OpenMRS already has a strong community of engineers who are accustomed to sharing openly and learning informally from other community members. The program aims to amplify the results of informal learning by giving mentors the opportunity to hone their mentorship skills as they convey their learned knowledge to fellows. Jennifer Antilla explains: “When you reflect on a good mentor that you might have had, you discover that there are real techniques and skills that they subtly use that can make your mentorship experience with them more powerful.” These include establishing a good rapport, assessing existing knowledge and skills, defining learning goals, nudging fellows to the right tasks and activities that will grow desired skills. Together, these lead to fellows meeting their own, technical learning goals.

By speaking with mentors about their experiences and goals as mentors, the OpenMRS Fellowship Program helps them become stronger mentors as they support fellows to define and reach their own learning goals.
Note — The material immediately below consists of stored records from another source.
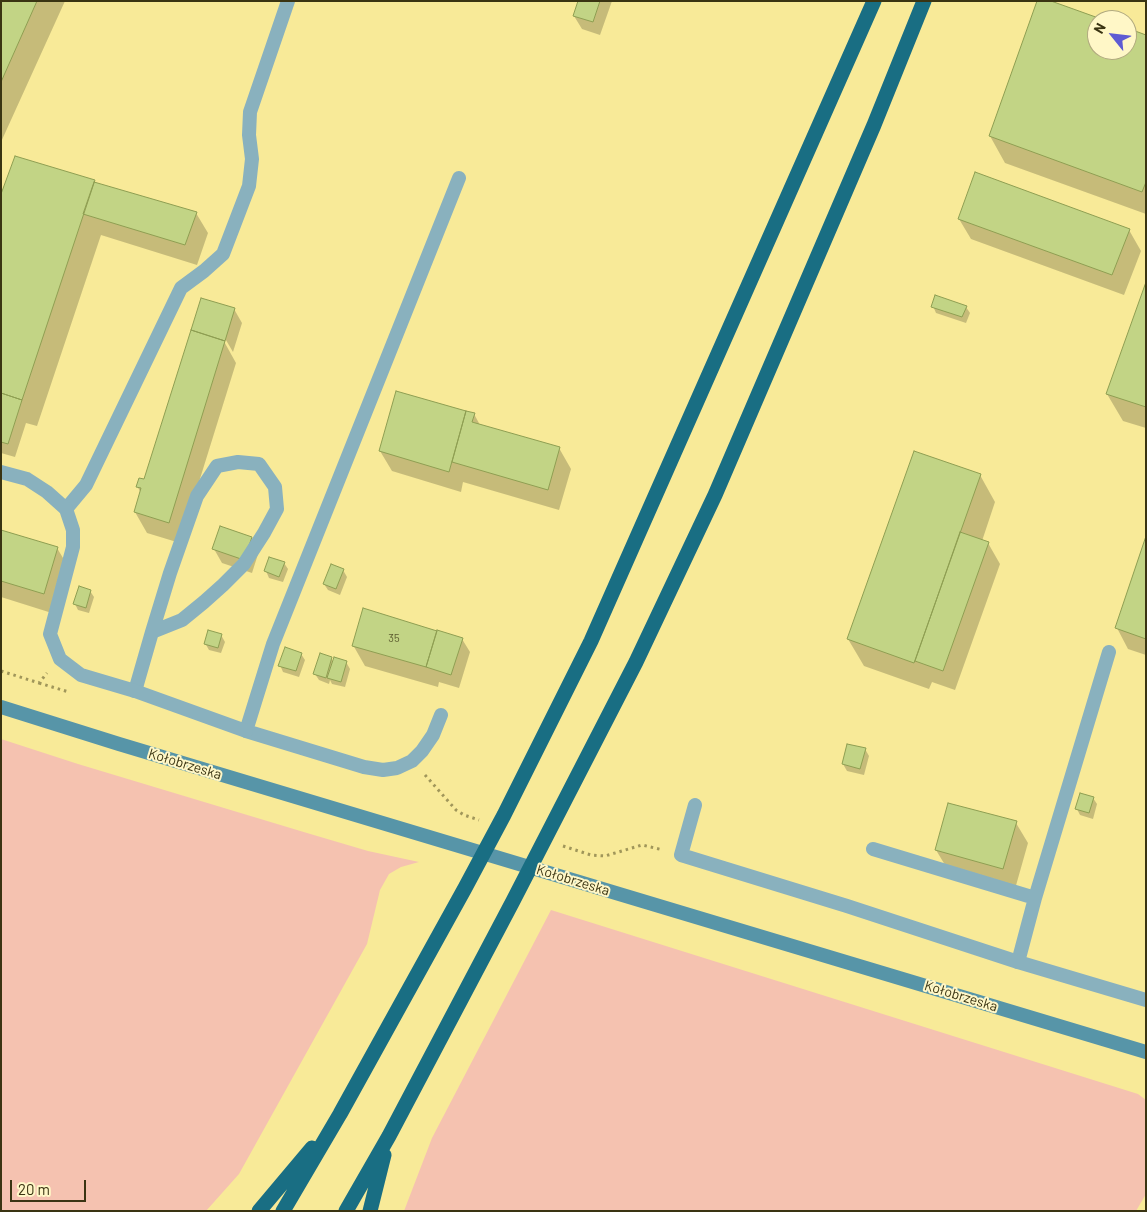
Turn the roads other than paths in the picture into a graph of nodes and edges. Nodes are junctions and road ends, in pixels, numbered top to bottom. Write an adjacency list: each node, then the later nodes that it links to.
1 (288, 1): 6 (street)
2 (874, 1): 19 (highway)
3 (924, 1): 20 (highway)
4 (458, 178): 12 (street)
5 (1, 472): 6 (street)
6 (66, 509): 9 (street)
7 (152, 632): 7 (street); 9 (street)
8 (1109, 652): 15 (street)
9 (135, 691): 12 (street)
10 (1, 707): 18 (main road, Kołobrzeska)
11 (441, 715): 12 (street)
12 (246, 731)
13 (695, 805): 16 (street)
14 (873, 849): 15 (street)
15 (1036, 898): 16 (street)
16 (1018, 962): 17 (street)
17 (1146, 1000)
18 (1146, 1052)
19 (340, 1114): 21 (highway); 22 (highway)
20 (389, 1136): 23 (highway); 24 (highway)
21 (259, 1211)
22 (283, 1211)
23 (346, 1211)
24 (370, 1211)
It covers how mentors want to grow professionally as well as the best pathway to get there. 

 

It can be just as important to make that contribution through mentorship as it is to contribute to code.

- Jennifer Antilla, OpenMRS Community Manager

For years, people considered OpenMRS a community of geeks and engineers. Increasingly, OpenMRS sees the need for committed individuals with the diverse skill sets needed to develop a quality software application, from project and product management to business analysis, technical writing to quality assurance. The community hopes to expand both the fellowship program and the “stages” framework to encompass these other skill areas. Since these initiatives are based on common developer skill sets and instructional design principles, either can be adapted by other global good communities to introduce new professionals in to the digital health community and raise awareness among more experienced developers on techniques for effectively transferring their skills to those new to the community. 

Through this fellowship, OpenMRS is acting on the idea that their work is not just about the product itself, but about building a digital health field and promoting an open source culture.  As Jennifer Antilla says, “It can be just as important to make that contribution through mentorship as it is to contribute to code.”  For now, the OpenMRS fellowship is building immediate skills to benefit products, but in the future it can transform the field of digital health.